GIVEN DATA START

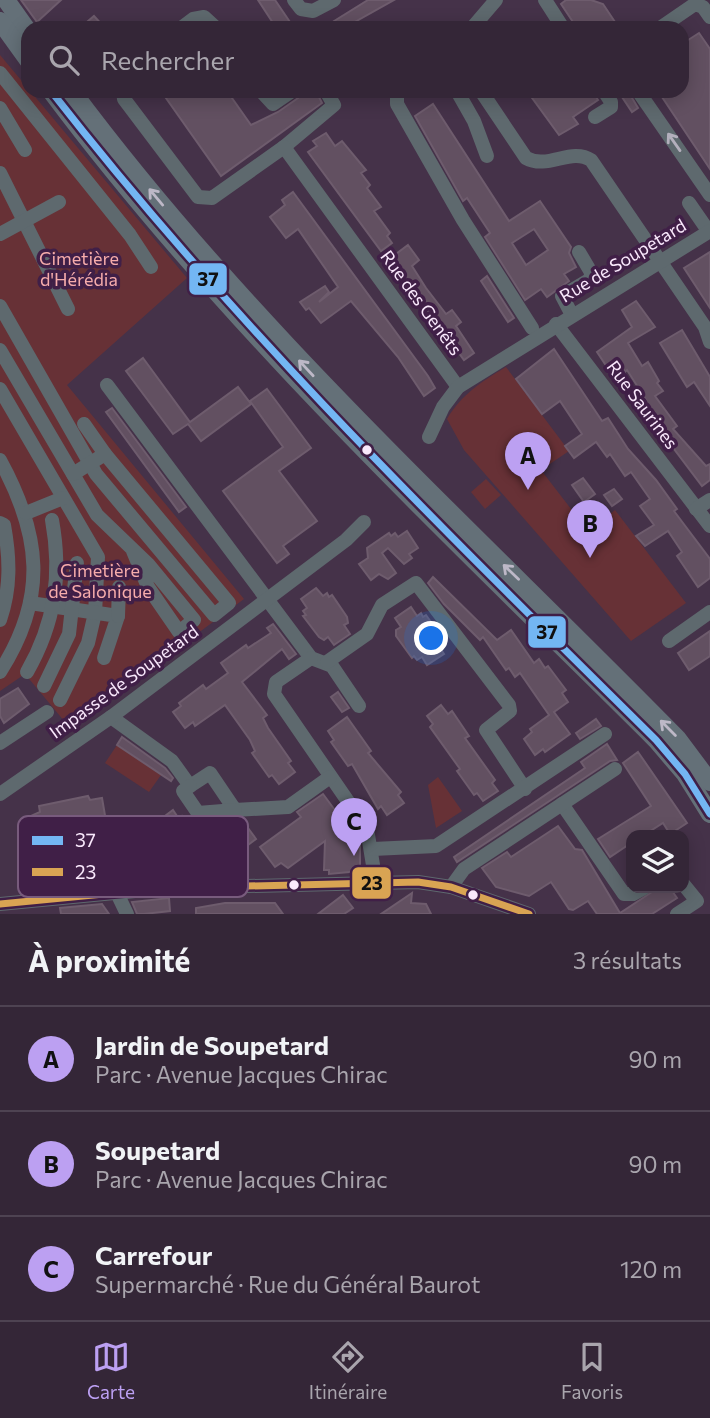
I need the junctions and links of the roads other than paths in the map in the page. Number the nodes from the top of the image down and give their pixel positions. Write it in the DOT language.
graph roads {
  1 [pos="6,0"];
  2 [pos="294,0"];
  3 [pos="334,0"];
  4 [pos="496,0"];
  5 [pos="545,0"];
  6 [pos="710,18"];
  7 [pos="0,21"];
  8 [pos="21,21"];
  9 [pos="190,21"];
  10 [pos="208,21"];
  11 [pos="478,21"];
  12 [pos="558,21"];
  13 [pos="670,21"];
  14 [pos="21,50"];
  15 [pos="0,73"];
  16 [pos="56,98"];
  17 [pos="78,98"];
  18 [pos="124,98"];
  19 [pos="267,98"];
  20 [pos="282,98"];
  21 [pos="330,98"];
  22 [pos="397,98"];
  23 [pos="461,98"];
  24 [pos="486,98"];
  25 [pos="608,98"];
  26 [pos="643,98"];
  27 [pos="0,108"];
  28 [pos="595,117"];
  29 [pos="24,150"];
  30 [pos="287,151"];
  31 [pos="487,156"];
  32 [pos="0,173"];
  33 [pos="710,193"];
  34 [pos="60,202"];
  35 [pos="690,203"];
  36 [pos="24,221"];
  37 [pos="710,232"];
  38 [pos="0,234"];
  39 [pos="579,252"];
  40 [pos="660,263"];
  41 [pos="151,267"];
  42 [pos="0,306"];
  43 [pos="68,309"];
  44 [pos="572,315"];
  45 [pos="556,324"];
  46 [pos="532,328"];
  47 [pos="710,342"];
  48 [pos="0,350"];
  49 [pos="31,358"];
  50 [pos="12,370"];
  51 [pos="107,385"];
  52 [pos="458,387"];
  53 [pos="0,389"];
  54 [pos="84,424"];
  55 [pos="429,437"];
  56 [pos="105,454"];
  57 [pos="0,460"];
  58 [pos="91,463"];
  59 [pos="73,474"];
  60 [pos="63,498"];
  61 [pos="710,500"];
  62 [pos="696,509"];
  63 [pos="26,513"];
  64 [pos="97,515"];
  65 [pos="52,520"];
  66 [pos="364,522"];
  67 [pos="0,523"];
  68 [pos="710,526"];
  69 [pos="94,548"];
  70 [pos="132,551"];
  71 [pos="77,564"];
  72 [pos="119,587"];
  73 [pos="268,598"];
  74 [pos="30,603"];
  75 [pos="54,607"];
  76 [pos="74,610"];
  77 [pos="95,612"];
  78 [pos="710,612"];
  79 [pos="118,616"];
  80 [pos="0,621"];
  81 [pos="669,641"];
  82 [pos="104,658"];
  83 [pos="311,658"];
  84 [pos="327,662"];
  85 [pos="0,672"];
  86 [pos="27,672"];
  87 [pos="44,686"];
  88 [pos="60,700"];
  89 [pos="359,706"];
  90 [pos="47,712"];
  91 [pos="111,716"];
  92 [pos="605,734"];
  93 [pos="0,743"];
  94 [pos="615,769"];
  95 [pos="330,776"];
  96 [pos="710,782"];
  97 [pos="190,786"];
  98 [pos="525,789"];
  99 [pos="0,794"];
  100 [pos="562,804"];
  101 [pos="234,810"];
  102 [pos="710,814"];
  103 [pos="373,849"];
  104 [pos="376,883"];
  105 [pos="248,887"];
  106 [pos="452,887"];
  107 [pos="689,891"];
  108 [pos="635,893"];
  109 [pos="62,897"];
  110 [pos="119,897"];
  111 [pos="0,904"];
  112 [pos="127,914"];
  113 [pos="530,914"];
  114 [pos="677,914"];
  1 -- 8 [label="main road"];
  2 -- 3 [label="street"];
  4 -- 11 [label="street"];
  5 -- 12 [label="street"];
  6 -- 13 [label="street"];
  7 -- 14 [label="main road"];
  9 -- 10 [label="street"];
  15 -- 41 [label="street"];
  16 -- 102 [label="main road"];
  96 -- 17 [label="main road, one-way"];
  18 -- 30 [label="street"];
  19 -- 20 [label="street"];
  21 -- 30 [label="street"];
  22 -- 46 [label="street"];
  23 -- 31 [label="street"];
  24 -- 40 [label="street"];
  25 -- 28 [label="street"];
  33 -- 26 [label="street, one-way"];
  27 -- 29 [label="street"];
  30 -- 52 [label="street, Rue des Genêts"];
  32 -- 36 [label="street"];
  34 -- 36 [label="street"];
  35 -- 37 [label="street"];
  36 -- 38 [label="street"];
  36 -- 43 [label="street"];
  37 -- 40 [label="street, Rue de Soupetard"];
  39 -- 44 [label="street"];
  40 -- 44 [label="street, Rue de Soupetard"];
  40 -- 47 [label="street"];
  42 -- 49 [label="street"];
  44 -- 45 [label="street, Rue de Soupetard"];
  45 -- 52 [label="street"];
  45 -- 62 [label="street, Rue Saurines"];
  48 -- 50 [label="street"];
  49 -- 50 [label="street"];
  49 -- 58 [label="street"];
  50 -- 59 [label="street"];
  51 -- 73 [label="street"];
  52 -- 55 [label="street"];
  53 -- 60 [label="street"];
  54 -- 56 [label="street"];
  56 -- 58 [label="street"];
  56 -- 58 [label="street"];
  57 -- 63 [label="street"];
  58 -- 59 [label="street"];
  59 -- 64 [label="street"];
  60 -- 63 [label="street"];
  60 -- 69 [label="street"];
  61 -- 62 [label="street"];
  62 -- 68 [label="street, Rue Saurines"];
  63 -- 74 [label="street"];
  64 -- 69 [label="street"];
  64 -- 70 [label="street"];
  65 -- 75 [label="street"];
  66 -- 73 [label="street, Impasse de Soupetard"];
  67 -- 80 [label="street"];
  69 -- 77 [label="street"];
  70 -- 70 [label="street"];
  71 -- 76 [label="street"];
  72 -- 79 [label="street"];
  73 -- 83 [label="street"];
  73 -- 91 [label="street, Impasse de Soupetard"];
  74 -- 75 [label="street"];
  74 -- 85 [label="street"];
  75 -- 76 [label="street"];
  75 -- 86 [label="street"];
  76 -- 77 [label="street"];
  76 -- 87 [label="street"];
  77 -- 79 [label="street"];
  77 -- 88 [label="street"];
  78 -- 81 [label="street"];
  79 -- 82 [label="street"];
  83 -- 84 [label="street"];
  83 -- 95 [label="street"];
  84 -- 89 [label="street"];
  84 -- 98 [label="street"];
  90 -- 93 [label="street"];
  91 -- 97 [label="street"];
  91 -- 99 [label="street, Impasse de Soupetard"];
  92 -- 98 [label="street"];
  94 -- 100 [label="street"];
  95 -- 101 [label="street"];
  95 -- 103 [label="street"];
  97 -- 101 [label="street"];
  97 -- 101 [label="street"];
  98 -- 103 [label="street"];
  100 -- 106 [label="street"];
  100 -- 108 [label="street"];
  103 -- 104 [label="street"];
  104 -- 105 [label="street"];
  104 -- 106 [label="street"];
  106 -- 113 [label="street"];
  107 -- 114 [label="street"];
  109 -- 111 [label="street"];
  110 -- 112 [label="street"];
}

GIVEN DATA END

- YOUR GOAL -
Restate the data word for word and exclude every picture.

- REPLY TO THE EXERCISE -
I need the junctions and links of the roads other than paths in the map in the page. Number the nodes from the top of the image down and give their pixel positions. Write it in the DOT language.
graph roads {
  1 [pos="6,0"];
  2 [pos="294,0"];
  3 [pos="334,0"];
  4 [pos="496,0"];
  5 [pos="545,0"];
  6 [pos="710,18"];
  7 [pos="0,21"];
  8 [pos="21,21"];
  9 [pos="190,21"];
  10 [pos="208,21"];
  11 [pos="478,21"];
  12 [pos="558,21"];
  13 [pos="670,21"];
  14 [pos="21,50"];
  15 [pos="0,73"];
  16 [pos="56,98"];
  17 [pos="78,98"];
  18 [pos="124,98"];
  19 [pos="267,98"];
  20 [pos="282,98"];
  21 [pos="330,98"];
  22 [pos="397,98"];
  23 [pos="461,98"];
  24 [pos="486,98"];
  25 [pos="608,98"];
  26 [pos="643,98"];
  27 [pos="0,108"];
  28 [pos="595,117"];
  29 [pos="24,150"];
  30 [pos="287,151"];
  31 [pos="487,156"];
  32 [pos="0,173"];
  33 [pos="710,193"];
  34 [pos="60,202"];
  35 [pos="690,203"];
  36 [pos="24,221"];
  37 [pos="710,232"];
  38 [pos="0,234"];
  39 [pos="579,252"];
  40 [pos="660,263"];
  41 [pos="151,267"];
  42 [pos="0,306"];
  43 [pos="68,309"];
  44 [pos="572,315"];
  45 [pos="556,324"];
  46 [pos="532,328"];
  47 [pos="710,342"];
  48 [pos="0,350"];
  49 [pos="31,358"];
  50 [pos="12,370"];
  51 [pos="107,385"];
  52 [pos="458,387"];
  53 [pos="0,389"];
  54 [pos="84,424"];
  55 [pos="429,437"];
  56 [pos="105,454"];
  57 [pos="0,460"];
  58 [pos="91,463"];
  59 [pos="73,474"];
  60 [pos="63,498"];
  61 [pos="710,500"];
  62 [pos="696,509"];
  63 [pos="26,513"];
  64 [pos="97,515"];
  65 [pos="52,520"];
  66 [pos="364,522"];
  67 [pos="0,523"];
  68 [pos="710,526"];
  69 [pos="94,548"];
  70 [pos="132,551"];
  71 [pos="77,564"];
  72 [pos="119,587"];
  73 [pos="268,598"];
  74 [pos="30,603"];
  75 [pos="54,607"];
  76 [pos="74,610"];
  77 [pos="95,612"];
  78 [pos="710,612"];
  79 [pos="118,616"];
  80 [pos="0,621"];
  81 [pos="669,641"];
  82 [pos="104,658"];
  83 [pos="311,658"];
  84 [pos="327,662"];
  85 [pos="0,672"];
  86 [pos="27,672"];
  87 [pos="44,686"];
  88 [pos="60,700"];
  89 [pos="359,706"];
  90 [pos="47,712"];
  91 [pos="111,716"];
  92 [pos="605,734"];
  93 [pos="0,743"];
  94 [pos="615,769"];
  95 [pos="330,776"];
  96 [pos="710,782"];
  97 [pos="190,786"];
  98 [pos="525,789"];
  99 [pos="0,794"];
  100 [pos="562,804"];
  101 [pos="234,810"];
  102 [pos="710,814"];
  103 [pos="373,849"];
  104 [pos="376,883"];
  105 [pos="248,887"];
  106 [pos="452,887"];
  107 [pos="689,891"];
  108 [pos="635,893"];
  109 [pos="62,897"];
  110 [pos="119,897"];
  111 [pos="0,904"];
  112 [pos="127,914"];
  113 [pos="530,914"];
  114 [pos="677,914"];
  1 -- 8 [label="main road"];
  2 -- 3 [label="street"];
  4 -- 11 [label="street"];
  5 -- 12 [label="street"];
  6 -- 13 [label="street"];
  7 -- 14 [label="main road"];
  9 -- 10 [label="street"];
  15 -- 41 [label="street"];
  16 -- 102 [label="main road"];
  96 -- 17 [label="main road, one-way"];
  18 -- 30 [label="street"];
  19 -- 20 [label="street"];
  21 -- 30 [label="street"];
  22 -- 46 [label="street"];
  23 -- 31 [label="street"];
  24 -- 40 [label="street"];
  25 -- 28 [label="street"];
  33 -- 26 [label="street, one-way"];
  27 -- 29 [label="street"];
  30 -- 52 [label="street, Rue des Genêts"];
  32 -- 36 [label="street"];
  34 -- 36 [label="street"];
  35 -- 37 [label="street"];
  36 -- 38 [label="street"];
  36 -- 43 [label="street"];
  37 -- 40 [label="street, Rue de Soupetard"];
  39 -- 44 [label="street"];
  40 -- 44 [label="street, Rue de Soupetard"];
  40 -- 47 [label="street"];
  42 -- 49 [label="street"];
  44 -- 45 [label="street, Rue de Soupetard"];
  45 -- 52 [label="street"];
  45 -- 62 [label="street, Rue Saurines"];
  48 -- 50 [label="street"];
  49 -- 50 [label="street"];
  49 -- 58 [label="street"];
  50 -- 59 [label="street"];
  51 -- 73 [label="street"];
  52 -- 55 [label="street"];
  53 -- 60 [label="street"];
  54 -- 56 [label="street"];
  56 -- 58 [label="street"];
  56 -- 58 [label="street"];
  57 -- 63 [label="street"];
  58 -- 59 [label="street"];
  59 -- 64 [label="street"];
  60 -- 63 [label="street"];
  60 -- 69 [label="street"];
  61 -- 62 [label="street"];
  62 -- 68 [label="street, Rue Saurines"];
  63 -- 74 [label="street"];
  64 -- 69 [label="street"];
  64 -- 70 [label="street"];
  65 -- 75 [label="street"];
  66 -- 73 [label="street, Impasse de Soupetard"];
  67 -- 80 [label="street"];
  69 -- 77 [label="street"];
  70 -- 70 [label="street"];
  71 -- 76 [label="street"];
  72 -- 79 [label="street"];
  73 -- 83 [label="street"];
  73 -- 91 [label="street, Impasse de Soupetard"];
  74 -- 75 [label="street"];
  74 -- 85 [label="street"];
  75 -- 76 [label="street"];
  75 -- 86 [label="street"];
  76 -- 77 [label="street"];
  76 -- 87 [label="street"];
  77 -- 79 [label="street"];
  77 -- 88 [label="street"];
  78 -- 81 [label="street"];
  79 -- 82 [label="street"];
  83 -- 84 [label="street"];
  83 -- 95 [label="street"];
  84 -- 89 [label="street"];
  84 -- 98 [label="street"];
  90 -- 93 [label="street"];
  91 -- 97 [label="street"];
  91 -- 99 [label="street, Impasse de Soupetard"];
  92 -- 98 [label="street"];
  94 -- 100 [label="street"];
  95 -- 101 [label="street"];
  95 -- 103 [label="street"];
  97 -- 101 [label="street"];
  97 -- 101 [label="street"];
  98 -- 103 [label="street"];
  100 -- 106 [label="street"];
  100 -- 108 [label="street"];
  103 -- 104 [label="street"];
  104 -- 105 [label="street"];
  104 -- 106 [label="street"];
  106 -- 113 [label="street"];
  107 -- 114 [label="street"];
  109 -- 111 [label="street"];
  110 -- 112 [label="street"];
}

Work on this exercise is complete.